Special considerations may apply in dietary management for children with hypopituitarism. Children with diabetes insipidus and hypopituitarism may require close monitoring of water and fluid intake to prevent excessive fluctuations in blood sodium and osmolality.

Children with hypothalamic damage in association with their hypopituitarism may be predisposed to hypothalamic obesity, with risk for rapid weight gain with morbid obesity. This subpopulation of children with hypopituitarism require close monitoring of their daily food intake.



Medication Summary

Agents used to treat hypopituitarism simply replace the deficient hormone or hormones. When appropriately administered, dosing is determined in a physiologic manner, and adverse effects are rare. Careful titration is critical. Consistent and accurate compliance with appropriately prescribed regimens is mandatory to avoid hormone deficiency or excess.

Endocrine hormones

Class Summary

These hormones are designed to replace absent hormones in patients with a pituitary deficiency.

Somatropin (Genotropin, Humatrope, Norditropin, Nutropin, Omnitrope, Saizen, Tev-Tropin)

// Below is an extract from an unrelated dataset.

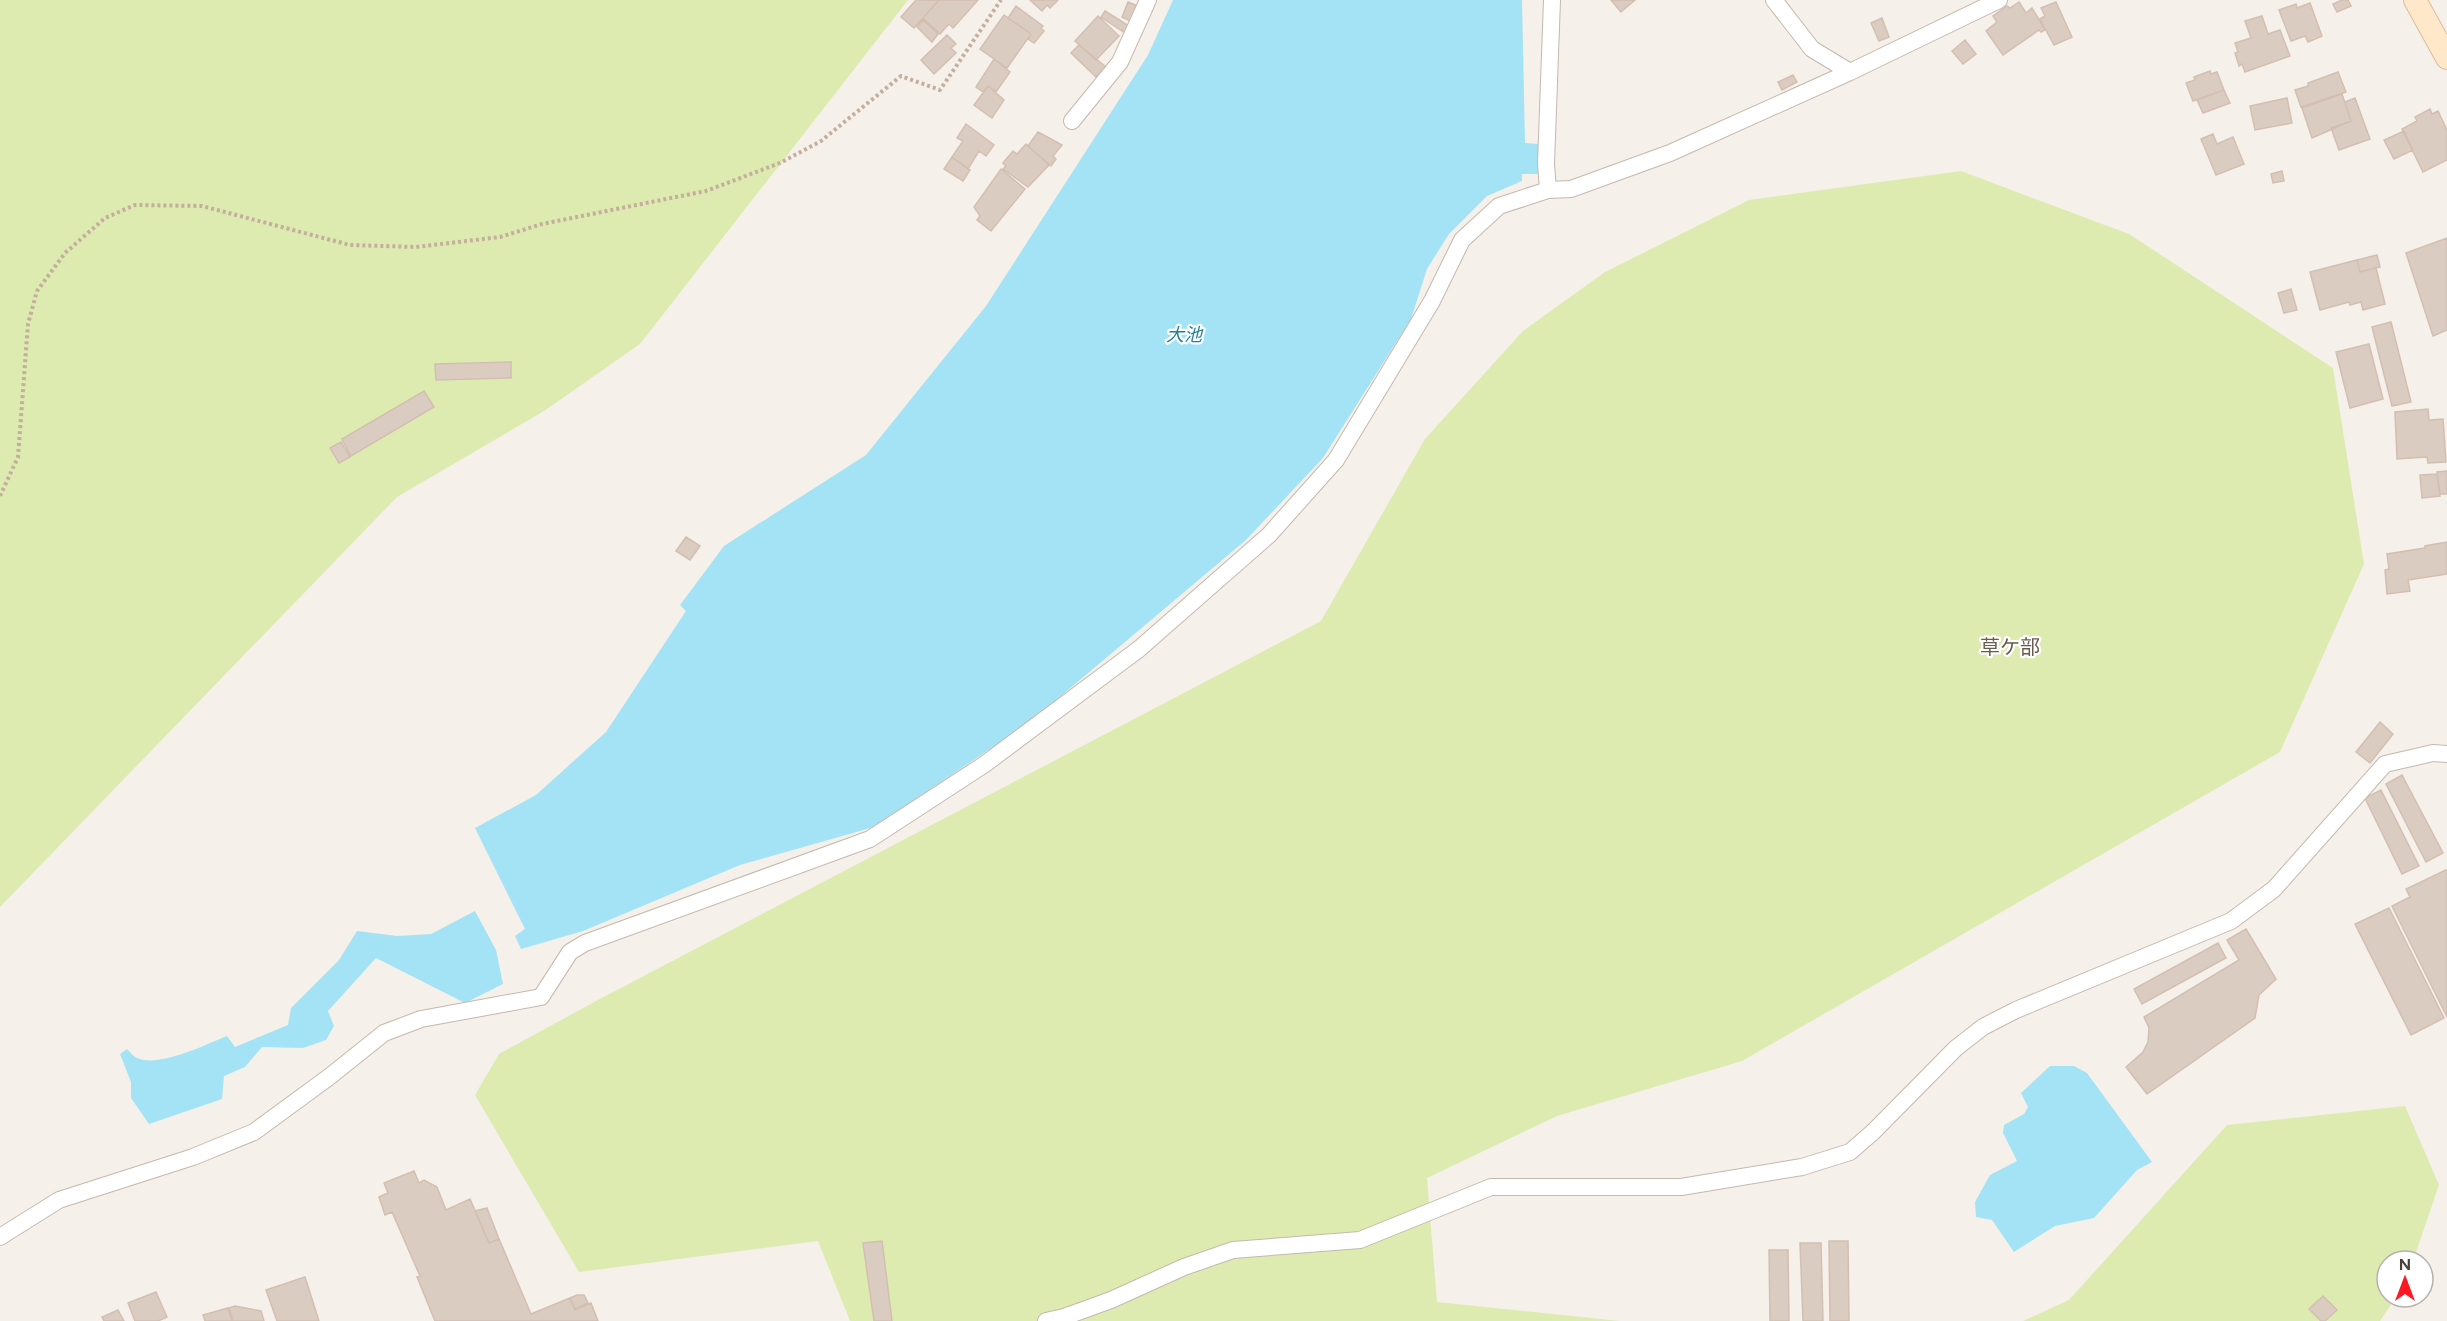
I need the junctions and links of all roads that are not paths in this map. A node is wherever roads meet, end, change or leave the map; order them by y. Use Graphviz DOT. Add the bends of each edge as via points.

Somatropin is an rhGH used to treat growth failure and metabolic abnormalities that accompany GHD. It is a purified polypeptide hormone of recombinant deoxyribonucleic acid (DNA) origin. The amino acid sequence of somatropin is identical to that of pituitary-derived human GH. The growth response of infants and children with severe GHD secondary to congenital hypopituitarism often is remarkable.

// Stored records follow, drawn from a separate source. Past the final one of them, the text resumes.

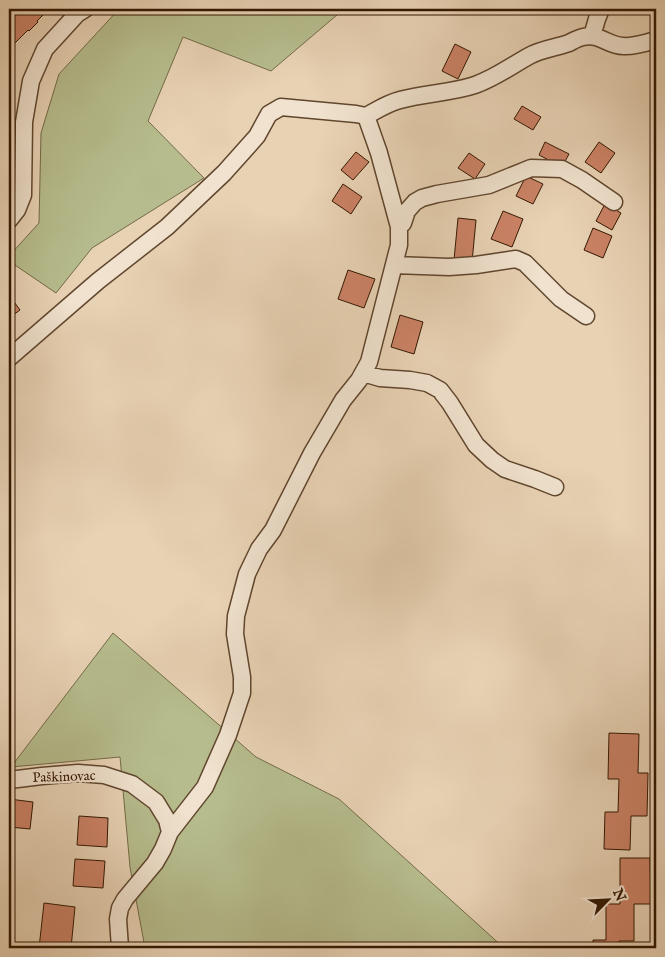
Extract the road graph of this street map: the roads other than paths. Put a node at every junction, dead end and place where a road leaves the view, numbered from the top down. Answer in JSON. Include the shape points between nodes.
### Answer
{"nodes":[{"id":1,"x":85,"y":9,"type":"edge"},
{"id":2,"x":601,"y":9,"type":"edge"},
{"id":3,"x":592,"y":36,"type":"junction"},
{"id":4,"x":656,"y":40,"type":"edge"},
{"id":5,"x":366,"y":116,"type":"junction"},
{"id":6,"x":614,"y":202,"type":"dead end"},
{"id":7,"x":9,"y":220,"type":"edge"},
{"id":8,"x":399,"y":227,"type":"junction"},
{"id":9,"x":394,"y":265,"type":"junction"},
{"id":10,"x":586,"y":316,"type":"dead end"},
{"id":11,"x":9,"y":358,"type":"edge"},
{"id":12,"x":363,"y":373,"type":"junction"},
{"id":13,"x":555,"y":488,"type":"dead end"},
{"id":14,"x":9,"y":780,"type":"edge"},
{"id":15,"x":170,"y":832,"type":"junction"},
{"id":16,"x":120,"y":948,"type":"edge"}],
"edges":[{"from":1,"to":7,"type":"street","via":[[45,48],[31,81],[24,122],[23,195]]},
{"from":2,"to":3,"type":"street"},
{"from":3,"to":4,"type":"street","via":[[622,46]]},
{"from":3,"to":5,"type":"street","via":[[537,52],[476,85],[398,100]]},
{"from":5,"to":8,"type":"street"},
{"from":5,"to":11,"type":"street","via":[[281,107],[269,114],[257,136],[224,173],[167,228]]},
{"from":6,"to":8,"type":"street","via":[[562,168],[530,168],[489,184],[422,198],[407,211]]},
{"from":8,"to":9,"type":"street"},
{"from":9,"to":10,"type":"street","via":[[449,267],[516,259],[525,263],[561,299]]},
{"from":9,"to":12,"type":"street","via":[[369,362]]},
{"from":12,"to":13,"type":"street","via":[[427,383],[440,390],[476,445],[492,460],[504,469]]},
{"from":12,"to":15,"type":"street","via":[[312,453],[248,574],[236,616],[235,634],[242,693],[205,787]]},
{"from":14,"to":15,"type":"street","name":"Paškinovac","via":[[78,773],[104,775],[132,784],[156,802]]},
{"from":15,"to":16,"type":"street","via":[[155,863],[120,908]]}]}
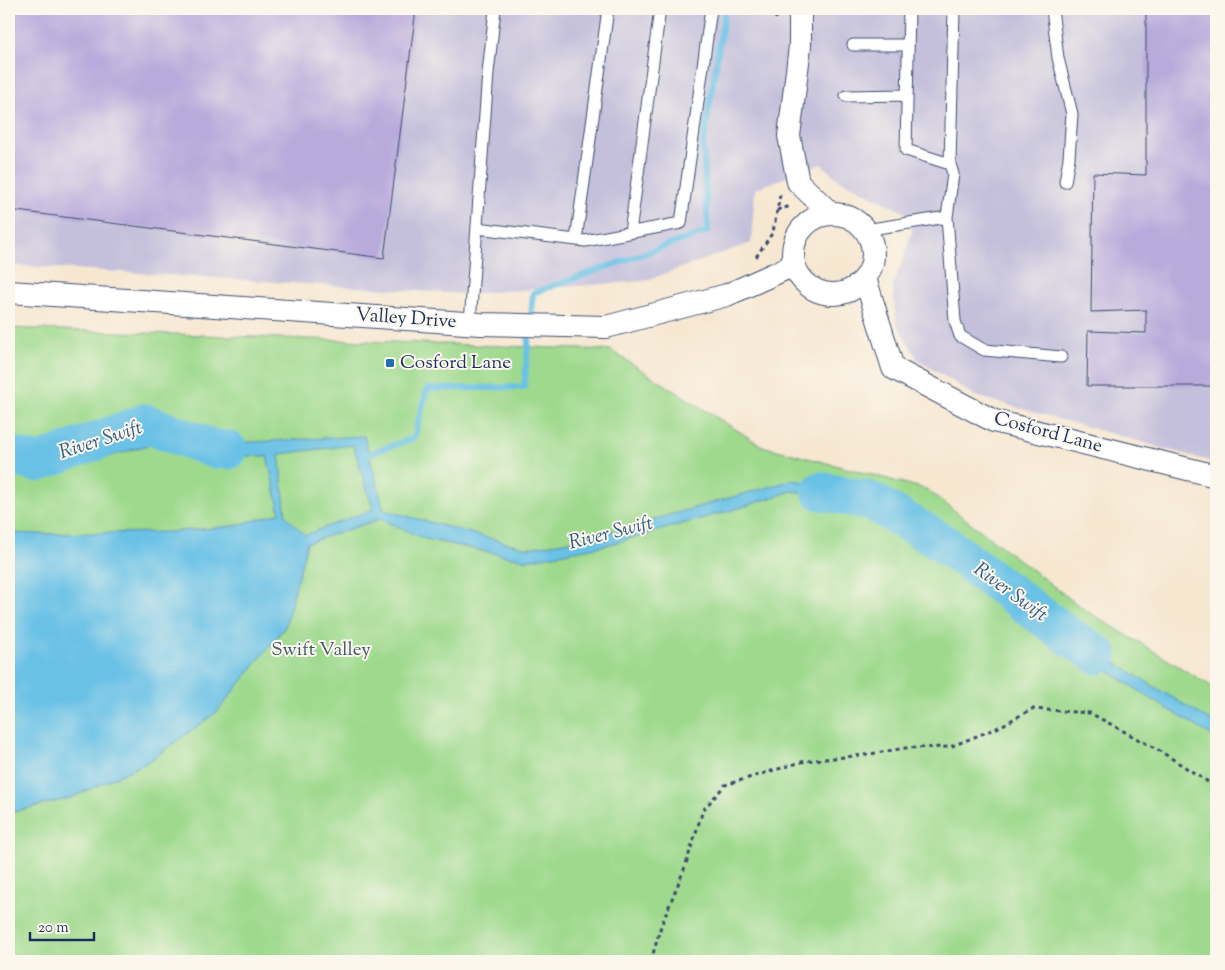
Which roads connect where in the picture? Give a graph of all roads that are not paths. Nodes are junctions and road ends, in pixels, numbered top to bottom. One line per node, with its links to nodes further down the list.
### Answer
1 (495, 9): 17 (lane)
2 (608, 9): 20 (lane)
3 (660, 9): 19 (lane)
4 (710, 9): 19 (lane)
5 (800, 9): 15 (street)
6 (909, 9): 10 (lane)
7 (954, 9): 13 (lane)
8 (1052, 9): 14 (lane)
9 (853, 45): 10 (lane)
10 (908, 45): 12 (lane)
11 (846, 96): 12 (lane)
12 (907, 96): 13 (lane)
13 (950, 164): 16 (lane)
14 (1065, 182)
15 (831, 214): 18 (street); 21 (street)
16 (947, 217): 18 (lane); 25 (lane)
17 (477, 228): 20 (lane); 24 (lane)
18 (865, 230): 22 (street)
19 (630, 233): 20 (lane)
20 (576, 240)
21 (794, 265): 22 (street); 24 (street, Valley Drive)
22 (865, 278): 26 (street, Cosford Lane)
23 (9, 292): 24 (street, Valley Drive)
24 (470, 323)
25 (1061, 357)
26 (1216, 476)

Levothyroxine (Synthroid, Levoxyl, Tirosint, Unithroid)

In active form, levothyroxine influences the growth and maturation of tissues. Sufficient thyroid hormone is mandatory for normal growth, metabolism, and neurologic development. For central hypothyroidism, the goal is normal FT4.

Hydrocortisone (Cortef, Solu-Cortef, A-Hydrocort)

Hydrocortisone is used for cortisol replacement therapy; it has mineralocorticoid activity and glucocorticoid effects.

Vasopressin (Pitressin)

Vasopressin is used for ADH replacement therapy mainly in the intensive care unit (ICU) or inpatient setting. It may be given as a continuous intravenous (IV) drip or as intermittent injections. The dose widely varies and is titrated depending on serum and/or urine sodium osmolality, fluid balance, and urine output.

Desmopressin (DDAVP, Stimate)

This agent increases the cellular permeability of collecting ducts, resulting in the reabsorption of water by the kidneys; it is used for ADH replacement.


Class Summary

These hormones are designed to replace testosterone absent secondary to gonadotropin deficiency.

Testosterone (Delatestryl, AndroGel, Testim)

Testosterone is an anabolic steroid that promotes and maintains secondary sex characteristics in androgen-deficient males. Dosing routes include intramuscular and transdermal. Oral forms of testosterone are very rarely used in the United States.

Estrogen Derivative

Class Summary

These hormones are designed to replace estrogen absent secondary to gonadotropin deficiency.

Estradiol (Alora, Climara, Estrace, Estraderm)

Estradiol restores estrogen levels in girls with hypogonadotropism to concentrations that induce negative feedback at gonadotrophic regulatory centers, which in turn reduces the release of gonadotropins from the pituitary. Multiple studies have shown that estradiol will prevent bone loss at the spine and hip when started within 10 years of menopause.

Estradiol is used for hormone replacement and the induction of puberty. It acts by regulating the transcription of a limited number of genes. Estrogens diffuse through cell membranes, distribute themselves throughout the cell, and bind to and activate the nuclear estrogen receptor, a DNA-binding protein found in estrogen-responsive tissues. The activated estrogen receptor binds to specific DNA sequences or hormone-response elements, which enhances transcription of adjacent genes and, in turn, leads to the observed effects.